1.2 - About the Documentation



Authoring System

I generate the documentation using a custom authoring system and markup language I wrote using Python 2, using PostgreSQL as a database containing the various pages, styles and so forth. It creates a local (to me) copy of the documentation as I work, which I can look over, and then when I'm satisfied, I put the result wherever I intend it to go.

This allows me to have fairly quick turnaround on updates and changes, and frees me from dealing with HTML directly; instead, I use a limited markup syntax that is powerful, extensible, yet simple and "tuned" to my peculiarities.

I also expose the documentation as I work on it for technically savvy testers. This link will give you access to the beta documentation.

Caution:

Please be aware that the beta documentation often reflects unreleased changes incorporated into the unreleased version presently under development, and may also temporarily contain information relating to features I decide to put in, and then change my mind about for various reasons such as ultimate practicality, quality, compatibility, etc. Having said that, I very much appreciate any feedback on documentation errors or improvements either in the release documentation or the beta documentation.

Tip:

If you're interested in looking over, or using, my Python-based markup language, I've made it available here.

I have also released the entire server-based documentation system (here.) Please be aware that this is a Python-based system that must be deployed on a web server and is then accessed via web browser. It is not a desktop application.

1.3 - About the Software

1.3.1 - Operating System Compatibility

1.3.2 - Application History and Miscellany



SdrDx 2.16z

SdrDx was originally derived in 2011 from the initial release of CUTESDR, a very basic SDR program that was made available by RFSPACE and Moe Wheatley. Moe was incredibly kind in giving the SDR community CUTESDR, and beyond that, he has been of great assistance to me personally. My considerable and heartfelt thanks to Moe.



CUTESDR v1.0

Moe made an interesting choice with CUTESDR; that was to develop it under Nokia's Qt multi-platform environment. This has been both a curse, as Qt has some serious problems; extremely high cost for commercial projects, utterly worthless support, and non-existent fixes — and a blessing, as for most of the program's capabilities, multi-platform support requires no more than a straightforward recompile.

I've run into some real "gotcha's", though. For one, there's no particular USB support in Qt at all, so that requires two complete sets of different code for OS X and Windows support; For another, the sound handling (specifically the QAudioInput class) is pretty severely broken under Windows (hard-coded sample rate limitations), which has unfortunately impacted support of soundcard-based SDRs such as the FCD for the Windows version.

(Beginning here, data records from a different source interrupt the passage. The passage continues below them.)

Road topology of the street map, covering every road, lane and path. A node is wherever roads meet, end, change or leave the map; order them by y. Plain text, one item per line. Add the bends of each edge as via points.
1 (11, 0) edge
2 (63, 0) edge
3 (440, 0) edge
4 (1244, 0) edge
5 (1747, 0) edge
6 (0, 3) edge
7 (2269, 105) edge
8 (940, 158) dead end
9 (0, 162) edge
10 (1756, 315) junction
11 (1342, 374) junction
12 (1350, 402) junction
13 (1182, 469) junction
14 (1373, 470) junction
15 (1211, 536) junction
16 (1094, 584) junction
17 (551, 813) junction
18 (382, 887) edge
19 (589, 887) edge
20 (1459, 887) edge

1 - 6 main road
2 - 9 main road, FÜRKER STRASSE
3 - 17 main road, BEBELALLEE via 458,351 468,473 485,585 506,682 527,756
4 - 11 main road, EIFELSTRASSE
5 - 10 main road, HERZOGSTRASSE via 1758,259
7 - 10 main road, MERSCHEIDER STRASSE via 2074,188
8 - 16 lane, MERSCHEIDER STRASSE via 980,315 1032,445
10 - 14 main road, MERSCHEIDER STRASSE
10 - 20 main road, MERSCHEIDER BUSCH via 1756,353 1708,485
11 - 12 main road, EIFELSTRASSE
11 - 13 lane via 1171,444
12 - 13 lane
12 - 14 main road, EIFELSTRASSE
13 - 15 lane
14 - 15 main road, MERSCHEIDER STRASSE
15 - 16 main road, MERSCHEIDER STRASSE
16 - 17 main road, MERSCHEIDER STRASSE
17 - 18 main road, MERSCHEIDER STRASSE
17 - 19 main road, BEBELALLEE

Caution: As the Qt people have gone on to later versions, and those later versions no longer support the platforms many of my users, and I, are using, it appears there will be no resolution forthcoming for the 48 kHz bandwidth limitation for soundcard-based SDRs like the FCD under Windows. Truly sorry, folks. I reported the bug in more than enough time for them to fix it, but they never did so, and now it seems to be far too late (I can't even get them to fix bugs in the current version!)

Overall, I have several goals here:

I'm adding features so the AFEDRI, AirSpy HF+, SDR-IQ, NETSDR, SDR-14, FCD, FCD Pro Plus, Andrus SDRs can be more useful and more enjoyable.

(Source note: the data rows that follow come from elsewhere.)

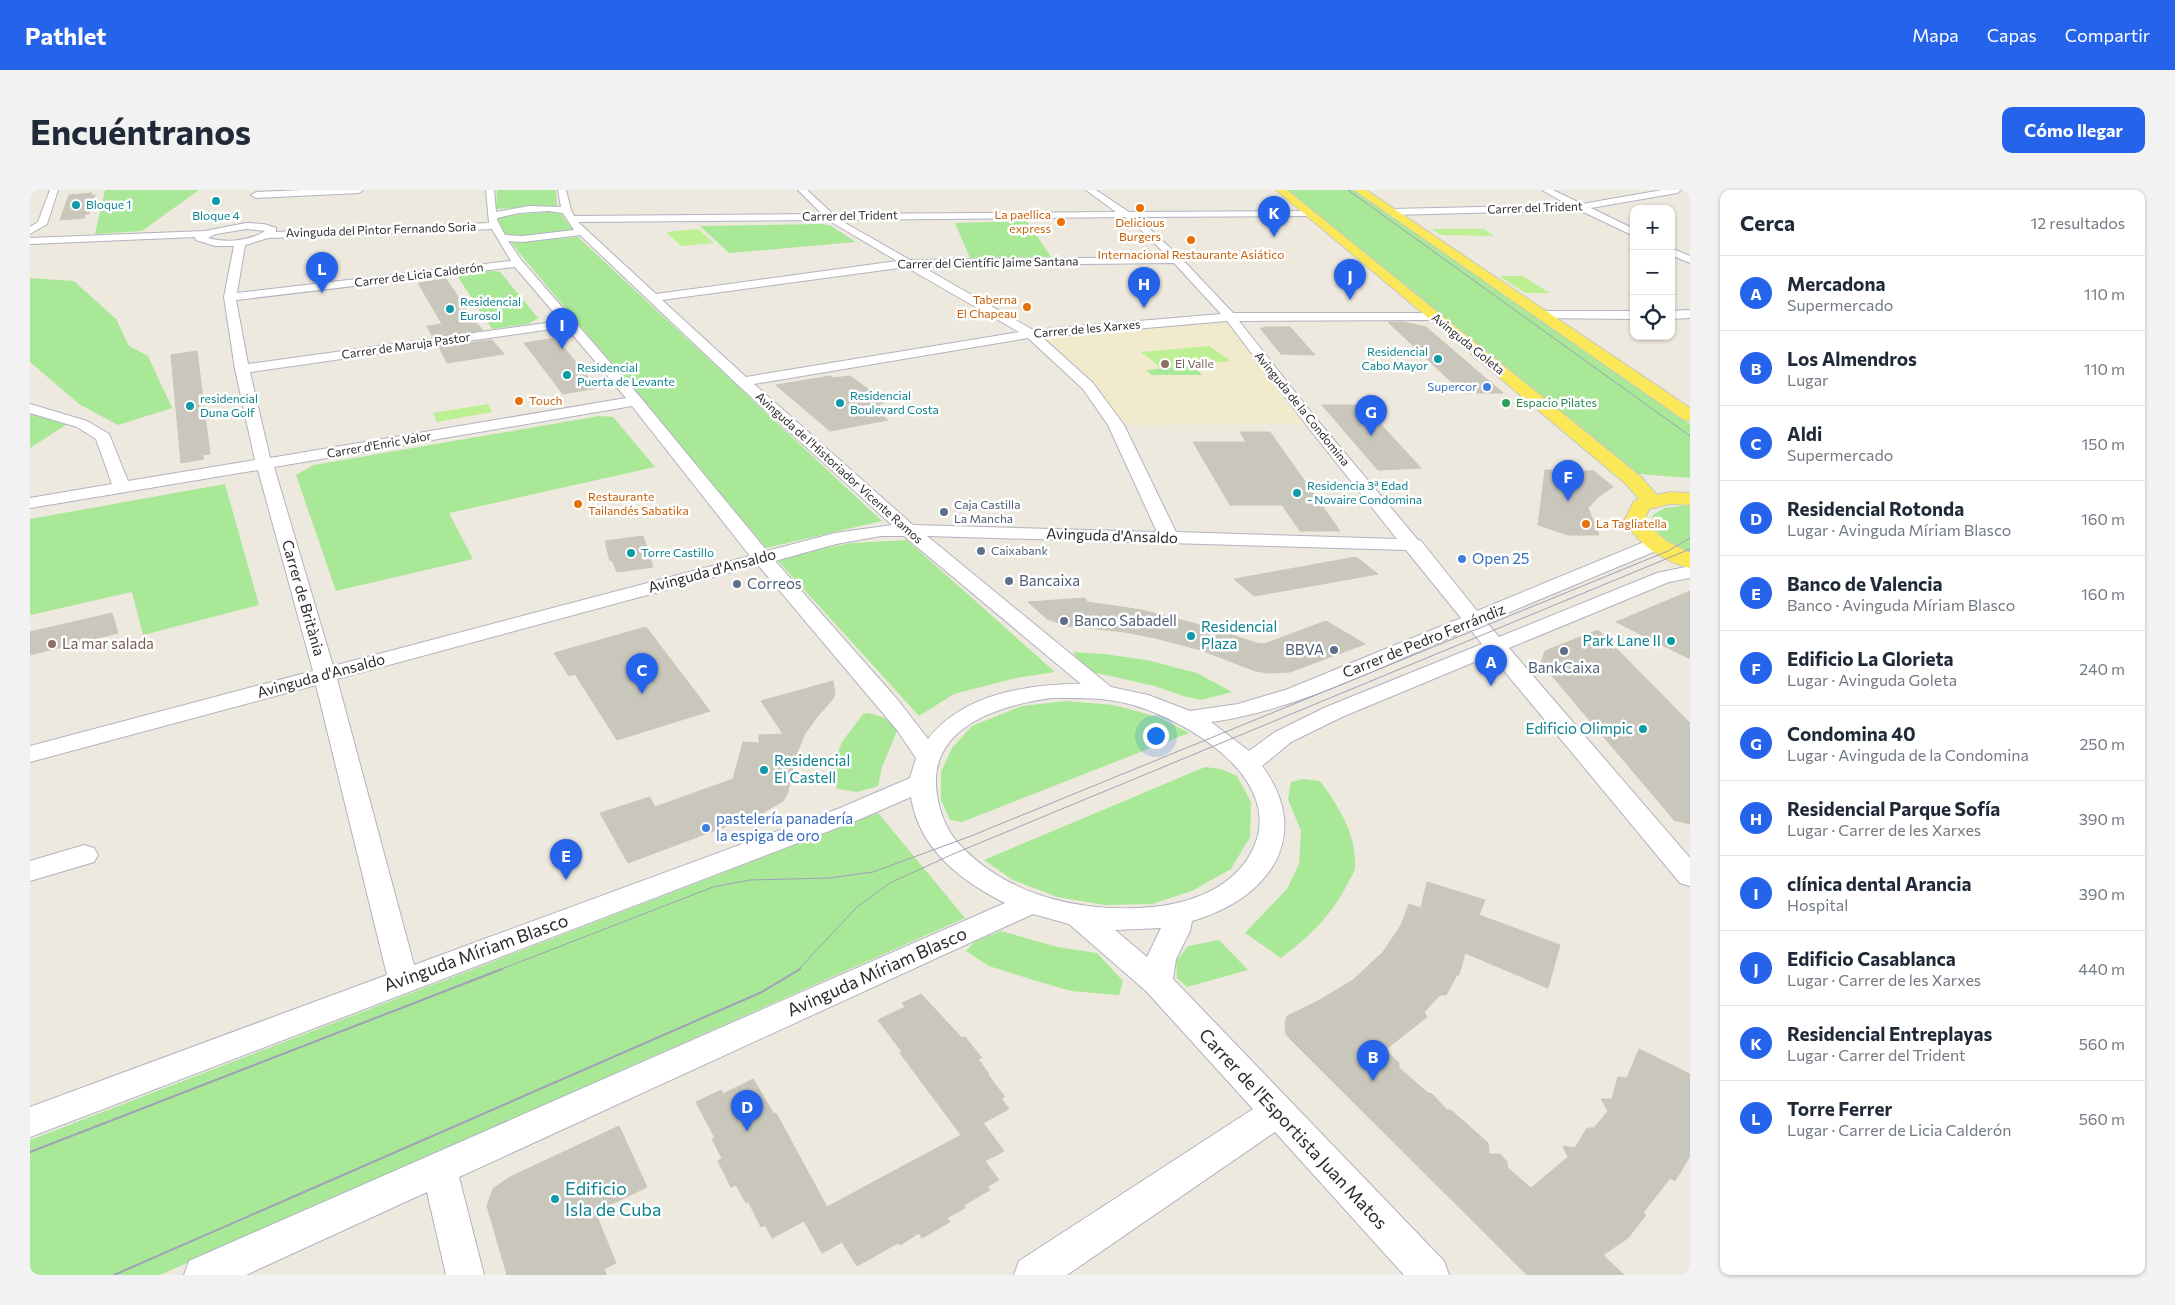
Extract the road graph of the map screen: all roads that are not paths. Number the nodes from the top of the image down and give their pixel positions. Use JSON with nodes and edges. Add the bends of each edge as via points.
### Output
{"nodes":[{"id":1,"x":54,"y":190,"type":"edge"},
{"id":2,"x":359,"y":190,"type":"edge"},
{"id":3,"x":490,"y":190,"type":"edge"},
{"id":4,"x":562,"y":190,"type":"edge"},
{"id":5,"x":802,"y":190,"type":"edge"},
{"id":6,"x":1090,"y":190,"type":"edge"},
{"id":7,"x":1281,"y":190,"type":"edge"},
{"id":8,"x":1359,"y":190,"type":"edge"},
{"id":9,"x":1546,"y":190,"type":"edge"},
{"id":10,"x":1677,"y":190,"type":"edge"},
{"id":11,"x":254,"y":200,"type":"edge"},
{"id":12,"x":1581,"y":207,"type":"junction"},
{"id":13,"x":566,"y":210,"type":"junction"},
{"id":14,"x":1392,"y":212,"type":"junction"},
{"id":15,"x":1309,"y":213,"type":"junction"},
{"id":16,"x":1129,"y":215,"type":"junction"},
{"id":17,"x":832,"y":218,"type":"junction"},
{"id":18,"x":495,"y":225,"type":"junction"},
{"id":19,"x":246,"y":226,"type":"junction"},
{"id":20,"x":577,"y":226,"type":"junction"},
{"id":21,"x":30,"y":231,"type":"edge"},
{"id":22,"x":1630,"y":231,"type":"edge"},
{"id":23,"x":270,"y":233,"type":"junction"},
{"id":24,"x":203,"y":236,"type":"junction"},
{"id":25,"x":30,"y":241,"type":"edge"},
{"id":26,"x":240,"y":242,"type":"junction"},
{"id":27,"x":30,"y":246,"type":"edge"},
{"id":28,"x":1675,"y":253,"type":"edge"},
{"id":29,"x":1177,"y":260,"type":"junction"},
{"id":30,"x":1690,"y":260,"type":"edge"},
{"id":31,"x":518,"y":263,"type":"junction"},
{"id":32,"x":908,"y":263,"type":"junction"},
{"id":33,"x":230,"y":297,"type":"junction"},
{"id":34,"x":652,"y":298,"type":"junction"},
{"id":35,"x":1630,"y":314,"type":"edge"},
{"id":36,"x":1675,"y":314,"type":"edge"},
{"id":37,"x":1690,"y":314,"type":"edge"},
{"id":38,"x":1542,"y":315,"type":"junction"},
{"id":39,"x":1434,"y":316,"type":"junction"},
{"id":40,"x":1230,"y":317,"type":"junction"},
{"id":41,"x":571,"y":323,"type":"junction"},
{"id":42,"x":1031,"y":334,"type":"junction"},
{"id":43,"x":242,"y":369,"type":"junction"},
{"id":44,"x":743,"y":382,"type":"junction"},
{"id":45,"x":636,"y":401,"type":"junction"},
{"id":46,"x":30,"y":408,"type":"edge"},
{"id":47,"x":1690,"y":416,"type":"edge"},
{"id":48,"x":264,"y":465,"type":"junction"},
{"id":49,"x":122,"y":487,"type":"junction"},
{"id":50,"x":1690,"y":499,"type":"edge"},
{"id":51,"x":1651,"y":501,"type":"junction"},
{"id":52,"x":30,"y":503,"type":"edge"},
{"id":53,"x":908,"y":530,"type":"junction"},
{"id":54,"x":1169,"y":538,"type":"junction"},
{"id":55,"x":1656,"y":544,"type":"junction"},
{"id":56,"x":1414,"y":546,"type":"junction"},
{"id":57,"x":762,"y":558,"type":"junction"},
{"id":58,"x":1690,"y":561,"type":"edge"},
{"id":59,"x":1690,"y":572,"type":"edge"},
{"id":60,"x":1474,"y":620,"type":"junction"},
{"id":61,"x":1496,"y":647,"type":"junction"},
{"id":62,"x":324,"y":675,"type":"junction"},
{"id":63,"x":1104,"y":692,"type":"junction"},
{"id":64,"x":1188,"y":718,"type":"junction"},
{"id":65,"x":30,"y":754,"type":"edge"},
{"id":66,"x":1248,"y":764,"type":"junction"},
{"id":67,"x":925,"y":770,"type":"junction"},
{"id":68,"x":84,"y":854,"type":"dead end"},
{"id":69,"x":30,"y":871,"type":"edge"},
{"id":70,"x":1690,"y":876,"type":"edge"},
{"id":71,"x":1031,"y":903,"type":"junction"},
{"id":72,"x":1179,"y":914,"type":"junction"},
{"id":73,"x":1078,"y":916,"type":"junction"},
{"id":74,"x":403,"y":980,"type":"junction"},
{"id":75,"x":1157,"y":982,"type":"junction"},
{"id":76,"x":1277,"y":1112,"type":"junction"},
{"id":77,"x":30,"y":1122,"type":"edge"},
{"id":78,"x":440,"y":1168,"type":"junction"},
{"id":79,"x":202,"y":1275,"type":"edge"},
{"id":80,"x":465,"y":1275,"type":"edge"},
{"id":81,"x":1033,"y":1275,"type":"edge"},
{"id":82,"x":1430,"y":1275,"type":"edge"}],
"edges":[{"from":1,"to":21,"type":"street","via":[[42,224]]},
{"from":2,"to":11,"type":"street"},
{"from":3,"to":18,"type":"street"},
{"from":4,"to":13,"type":"street","name":"Avinguda de l'Historiador Vicente Ramos"},
{"from":5,"to":17,"type":"street"},
{"from":6,"to":16,"type":"street","name":"Avinguda de la Condomina"},
{"from":7,"to":15,"type":"main road","name":"Avinguda Goleta"},
{"from":8,"to":14,"type":"main road"},
{"from":9,"to":12,"type":"street"},
{"from":10,"to":12,"type":"street","name":"Carrer del Trident"},
{"from":11,"to":19,"type":"street"},
{"from":12,"to":14,"type":"street","name":"Carrer del Trident"},
{"from":12,"to":22,"type":"street"},
{"from":13,"to":18,"type":"street","via":[[524,210]]},
{"from":13,"to":20,"type":"street","name":"Avinguda de l'Historiador Vicente Ramos"},
{"from":14,"to":38,"type":"main road"},
{"from":15,"to":16,"type":"street","name":"Carrer del Trident"},
{"from":15,"to":39,"type":"main road","name":"Avinguda Goleta"},
{"from":16,"to":17,"type":"street","name":"Carrer del Trident"},
{"from":16,"to":29,"type":"street","name":"Avinguda de la Condomina"},
{"from":17,"to":20,"type":"street","name":"Carrer del Trident"},
{"from":17,"to":32,"type":"street"},
{"from":18,"to":20,"type":"street","via":[[523,239]]},
{"from":18,"to":23,"type":"street","name":"Avinguda del Pintor Fernando Soria"},
{"from":18,"to":31,"type":"street"},
{"from":19,"to":23,"type":"street","via":[[264,227]]},
{"from":19,"to":24,"type":"street","via":[[223,228]]},
{"from":20,"to":34,"type":"street","name":"Avinguda de l'Historiador Vicente Ramos"},
{"from":23,"to":26,"type":"street"},
{"from":24,"to":25,"type":"street"},
{"from":24,"to":26,"type":"street","via":[[202,240],[217,243]]},
{"from":24,"to":27,"type":"street"},
{"from":26,"to":33,"type":"street","name":"Carrer de Britània"},
{"from":28,"to":30,"type":"street"},
{"from":29,"to":32,"type":"street","name":"Carrer del Científic Jaime Santana"},
{"from":29,"to":40,"type":"street","name":"Avinguda de la Condomina"},
{"from":31,"to":33,"type":"street","name":"Carrer de Licia Calderón"},
{"from":31,"to":41,"type":"street"},
{"from":32,"to":34,"type":"street","name":"Carrer del Científic Jaime Santana"},
{"from":32,"to":42,"type":"street"},
{"from":33,"to":43,"type":"street","name":"Carrer de Britània"},
{"from":34,"to":44,"type":"street","name":"Avinguda de l'Historiador Vicente Ramos"},
{"from":35,"to":38,"type":"street"},
{"from":36,"to":37,"type":"street"},
{"from":38,"to":47,"type":"main road"},
{"from":39,"to":40,"type":"street","name":"Carrer de les Xarxes"},
{"from":39,"to":51,"type":"main road","name":"Avinguda Goleta","via":[[1633,480]]},
{"from":40,"to":42,"type":"street","name":"Carrer de les Xarxes"},
{"from":40,"to":56,"type":"street","name":"Avinguda de la Condomina"},
{"from":41,"to":43,"type":"street","name":"Carrer de Maruja Pastor"},
{"from":41,"to":45,"type":"street"},
{"from":42,"to":44,"type":"street","name":"Carrer de les Xarxes"},
{"from":42,"to":54,"type":"street","via":[[1088,386],[1116,424]]},
{"from":43,"to":48,"type":"street","name":"Carrer de Britània"},
{"from":44,"to":53,"type":"street","name":"Avinguda de l'Historiador Vicente Ramos"},
{"from":45,"to":48,"type":"street","name":"Carrer d'Enric Valor"},
{"from":45,"to":57,"type":"street"},
{"from":46,"to":49,"type":"street","via":[[82,424],[103,437]]},
{"from":48,"to":49,"type":"street","name":"Carrer d'Enric Valor"},
{"from":48,"to":62,"type":"street","name":"Carrer de Britània"},
{"from":49,"to":52,"type":"street","name":"Carrer d'Enric Valor"},
{"from":50,"to":51,"type":"main road"},
{"from":51,"to":55,"type":"main road","via":[[1641,505],[1634,520],[1642,534]]},
{"from":53,"to":54,"type":"street","name":"Avinguda d'Ansaldo"},
{"from":53,"to":57,"type":"street","name":"Avinguda d'Ansaldo","via":[[835,539]]},
{"from":53,"to":63,"type":"street","name":"Avinguda de l'Historiador Vicente Ramos"},
{"from":54,"to":56,"type":"street","name":"Avinguda d'Ansaldo"},
{"from":55,"to":58,"type":"main road"},
{"from":55,"to":60,"type":"street","name":"Carrer de Pedro Ferrándiz"},
{"from":56,"to":60,"type":"street","name":"Avinguda de la Condomina"},
{"from":57,"to":62,"type":"street","name":"Avinguda d'Ansaldo"},
{"from":57,"to":67,"type":"street","via":[[906,725]]},
{"from":59,"to":61,"type":"street","via":[[1664,577]]},
{"from":60,"to":61,"type":"street","name":"Avinguda de la Condomina"},
{"from":60,"to":64,"type":"street","name":"Carrer de Pedro Ferrándiz","via":[[1296,694],[1241,711]]},
{"from":61,"to":66,"type":"street","via":[[1334,712],[1283,737]]},
{"from":61,"to":70,"type":"street","name":"Avinguda de la Condomina"},
{"from":62,"to":65,"type":"street","name":"Avinguda d'Ansaldo"},
{"from":62,"to":74,"type":"street","name":"Carrer de Britània"},
{"from":63,"to":64,"type":"street","via":[[1155,704]]},
{"from":63,"to":67,"type":"street","via":[[1043,692],[1017,696],[977,709],[944,734]]},
{"from":64,"to":66,"type":"street","via":[[1226,742]]},
{"from":66,"to":72,"type":"street","via":[[1261,782],[1271,809],[1271,839],[1257,869],[1236,890],[1206,906]]},
{"from":67,"to":71,"type":"street","via":[[929,821],[945,846],[982,879]]},
{"from":67,"to":74,"type":"street","name":"Avinguda Míriam Blasco","via":[[849,814]]},
{"from":68,"to":69,"type":"street"},
{"from":71,"to":73,"type":"street"},
{"from":71,"to":78,"type":"street","name":"Avinguda Míriam Blasco"},
{"from":72,"to":73,"type":"street","via":[[1121,920]]},
{"from":72,"to":75,"type":"street","via":[[1175,931],[1161,958]]},
{"from":73,"to":75,"type":"street","name":"Carrer de l'Esportista Juan Matos"},
{"from":74,"to":77,"type":"street","name":"Avinguda Míriam Blasco"},
{"from":75,"to":76,"type":"street","name":"Carrer de l'Esportista Juan Matos"},
{"from":76,"to":81,"type":"street"},
{"from":76,"to":82,"type":"street","name":"Carrer de l'Esportista Juan Matos"},
{"from":78,"to":79,"type":"street","name":"Avinguda Míriam Blasco"},
{"from":78,"to":80,"type":"street"}]}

Note: I'd like to add other SDRs as well. If you make an SDR product and you'd like to see support for it added to SdrDx, please contact me using fyngyrz aht gmail dawt com (sorry for the minor obfuscation, publishing usable email addresses just seems to earn one offers from certain Nigerian princes...)

I'm providing various means to monitor and control the audio quality so that listening is easier — and less tiring.

It is my intention to get as many as possible of the primary controls and indicators onto the main control panel so that interaction with dialogs during typical listening operations is reduced to the minimum reasonable amount, and interaction with menus is reduced as nearly as possible to zero in normal operation.

Note: One of the things I like best about my favorite analog radios are the directly accessible controls on the front panels — it makes them much more enjoyable to operate. Please take advantage of the TIP / TIP / TIP switch to turn on tooltips.

To these ends, I've been working on the SdrDx project since March of 2011, and mostly having a lot of fun doing it, when I'm not fighting the various shortcomings in the development system, Nokia's Qt.

While I do provide the compiled application for free, I don't distribute the source code because some of what I've done, particularly in the audio processing area, is derived from commercial signal processing code that belongs to my company.

I encourage anyone who wants to experiment with RFSPACE software defined radios to go download the CUTESDR source code and dig right in.

1.3.3 - Feature Loading - So Many Buttons!

The following serves as a good indicator of my idea of appropriate application feature loading:


I'm sure I could squeeze in some more...

1.3.4 - End-User Ownership Policy

I'm giving you this application executable, with the (admittedly optimistic and somewhat vague) idea in mind that if you like it, you might donate a few bucks my way using the Paypal button over on the right. I think it's important to talk about why I do that, as opposed to licensing it to you or selling it to you.

An application doesn't have to be open source to be yours. My terms when I create an application are that you bought, or I gave to you, the application executable — so it's yours. I got money, you got stuff. Or, I gave it to you, and I actually did give it to you.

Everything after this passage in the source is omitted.